Problem. Output the entries verbatim, including every line.

(Stored data)
───
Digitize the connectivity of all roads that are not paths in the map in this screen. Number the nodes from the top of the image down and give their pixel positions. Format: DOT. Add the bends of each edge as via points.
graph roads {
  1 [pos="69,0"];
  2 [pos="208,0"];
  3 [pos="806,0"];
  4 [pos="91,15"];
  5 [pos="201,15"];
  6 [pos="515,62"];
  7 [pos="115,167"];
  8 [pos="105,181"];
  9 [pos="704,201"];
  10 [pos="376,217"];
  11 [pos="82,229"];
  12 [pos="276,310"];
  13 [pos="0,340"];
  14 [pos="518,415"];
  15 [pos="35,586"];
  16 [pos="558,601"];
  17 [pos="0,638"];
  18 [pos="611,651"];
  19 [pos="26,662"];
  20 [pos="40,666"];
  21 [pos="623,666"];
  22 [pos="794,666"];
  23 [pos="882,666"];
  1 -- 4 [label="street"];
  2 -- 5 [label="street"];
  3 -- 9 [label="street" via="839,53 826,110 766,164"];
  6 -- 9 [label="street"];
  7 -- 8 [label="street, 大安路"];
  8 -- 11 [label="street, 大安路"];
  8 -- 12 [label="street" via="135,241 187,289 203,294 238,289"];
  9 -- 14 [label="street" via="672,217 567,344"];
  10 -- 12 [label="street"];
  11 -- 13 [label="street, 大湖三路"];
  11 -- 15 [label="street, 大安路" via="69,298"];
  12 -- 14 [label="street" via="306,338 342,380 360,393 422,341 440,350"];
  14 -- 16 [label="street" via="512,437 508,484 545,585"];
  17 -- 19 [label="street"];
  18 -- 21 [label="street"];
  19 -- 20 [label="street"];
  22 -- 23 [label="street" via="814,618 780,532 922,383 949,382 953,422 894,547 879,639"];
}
───
Reply.
Digitize the connectivity of all roads that are not paths in the map in this screen. Number the nodes from the top of the image down and give their pixel positions. Format: DOT. Add the bends of each edge as via points.
graph roads {
  1 [pos="69,0"];
  2 [pos="208,0"];
  3 [pos="806,0"];
  4 [pos="91,15"];
  5 [pos="201,15"];
  6 [pos="515,62"];
  7 [pos="115,167"];
  8 [pos="105,181"];
  9 [pos="704,201"];
  10 [pos="376,217"];
  11 [pos="82,229"];
  12 [pos="276,310"];
  13 [pos="0,340"];
  14 [pos="518,415"];
  15 [pos="35,586"];
  16 [pos="558,601"];
  17 [pos="0,638"];
  18 [pos="611,651"];
  19 [pos="26,662"];
  20 [pos="40,666"];
  21 [pos="623,666"];
  22 [pos="794,666"];
  23 [pos="882,666"];
  1 -- 4 [label="street"];
  2 -- 5 [label="street"];
  3 -- 9 [label="street" via="839,53 826,110 766,164"];
  6 -- 9 [label="street"];
  7 -- 8 [label="street, 大安路"];
  8 -- 11 [label="street, 大安路"];
  8 -- 12 [label="street" via="135,241 187,289 203,294 238,289"];
  9 -- 14 [label="street" via="672,217 567,344"];
  10 -- 12 [label="street"];
  11 -- 13 [label="street, 大湖三路"];
  11 -- 15 [label="street, 大安路" via="69,298"];
  12 -- 14 [label="street" via="306,338 342,380 360,393 422,341 440,350"];
  14 -- 16 [label="street" via="512,437 508,484 545,585"];
  17 -- 19 [label="street"];
  18 -- 21 [label="street"];
  19 -- 20 [label="street"];
  22 -- 23 [label="street" via="814,618 780,532 922,383 949,382 953,422 894,547 879,639"];
}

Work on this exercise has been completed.